+++ Records for processing +++

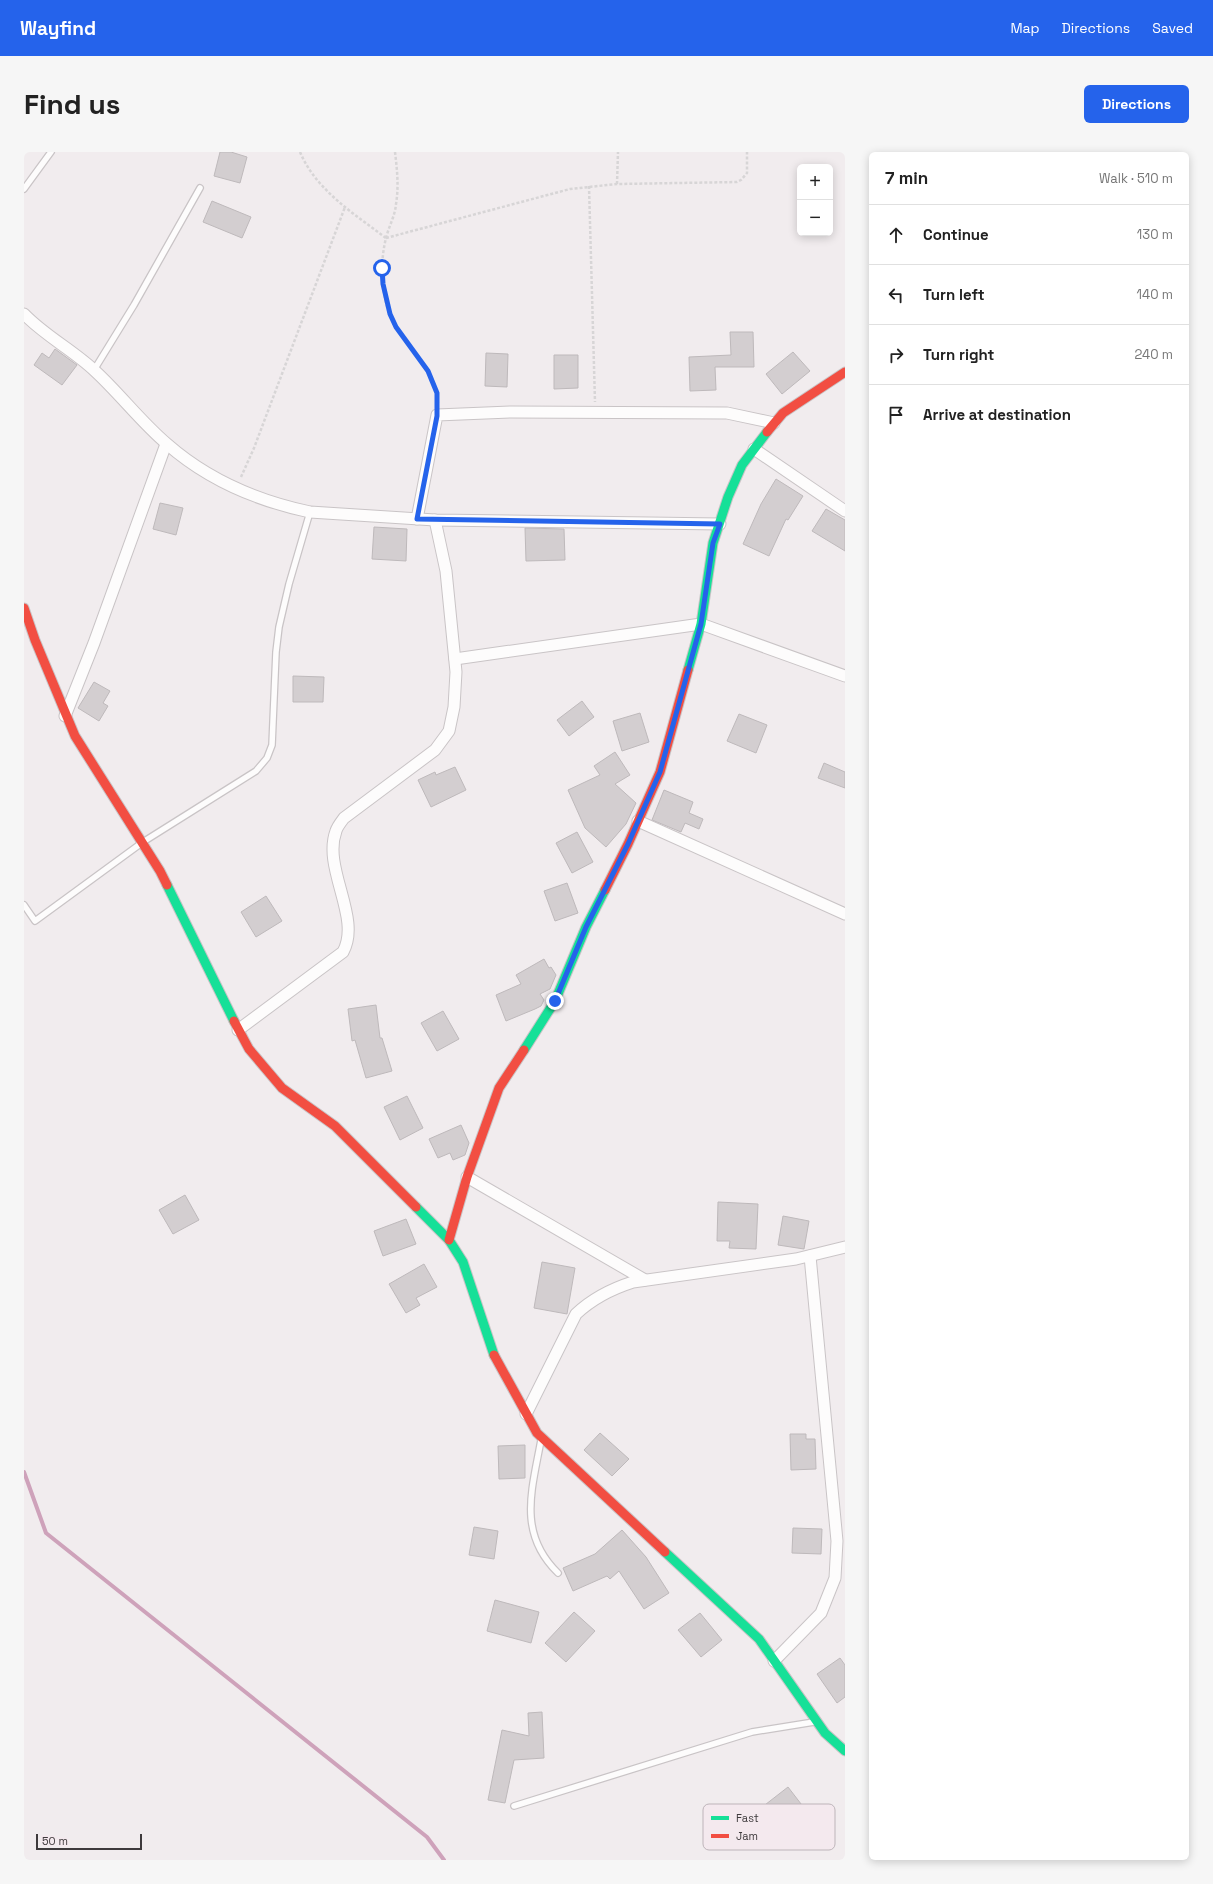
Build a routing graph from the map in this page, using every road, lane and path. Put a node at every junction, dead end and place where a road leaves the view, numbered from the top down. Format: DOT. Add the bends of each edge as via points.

+++
+++ Records for processing +++

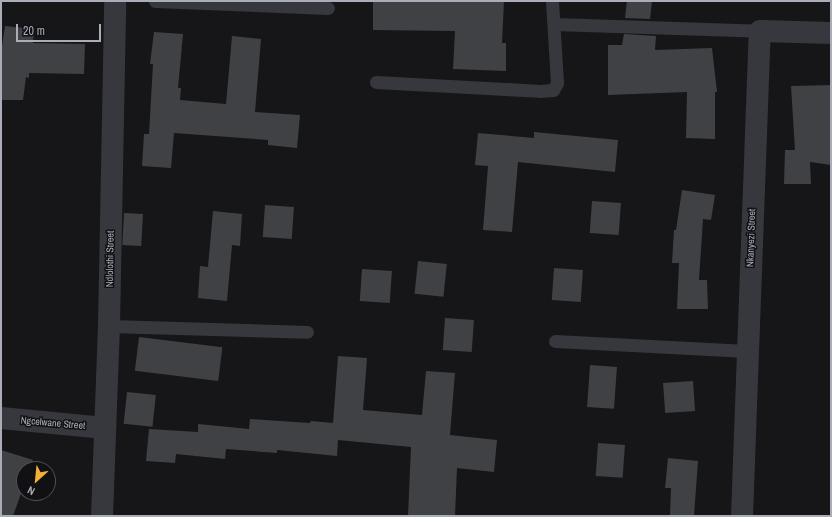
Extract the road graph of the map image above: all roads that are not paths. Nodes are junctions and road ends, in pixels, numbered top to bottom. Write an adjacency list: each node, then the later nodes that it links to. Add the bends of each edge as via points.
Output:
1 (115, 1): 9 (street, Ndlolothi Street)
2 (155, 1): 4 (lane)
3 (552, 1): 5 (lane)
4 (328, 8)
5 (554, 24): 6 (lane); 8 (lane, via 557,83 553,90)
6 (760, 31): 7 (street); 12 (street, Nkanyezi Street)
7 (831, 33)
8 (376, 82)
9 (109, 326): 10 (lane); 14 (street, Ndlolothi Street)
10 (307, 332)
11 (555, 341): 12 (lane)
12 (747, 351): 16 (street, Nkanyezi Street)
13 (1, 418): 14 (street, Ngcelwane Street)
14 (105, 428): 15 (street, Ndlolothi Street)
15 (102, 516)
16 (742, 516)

+++

Exercise objective ->
Copy every line from the records above that contains the string "bends".

Answer section ->
Build a routing graph from the map in this page, using every road, lane and path. Put a node at every junction, dead end and place where a road leaves the view, numbered from the top down. Format: DOT. Add the bends of each edge as via points.
Extract the road graph of the map image above: all roads that are not paths. Nodes are junctions and road ends, in pixels, numbered top to bottom. Write an adjacency list: each node, then the later nodes that it links to. Add the bends of each edge as via points.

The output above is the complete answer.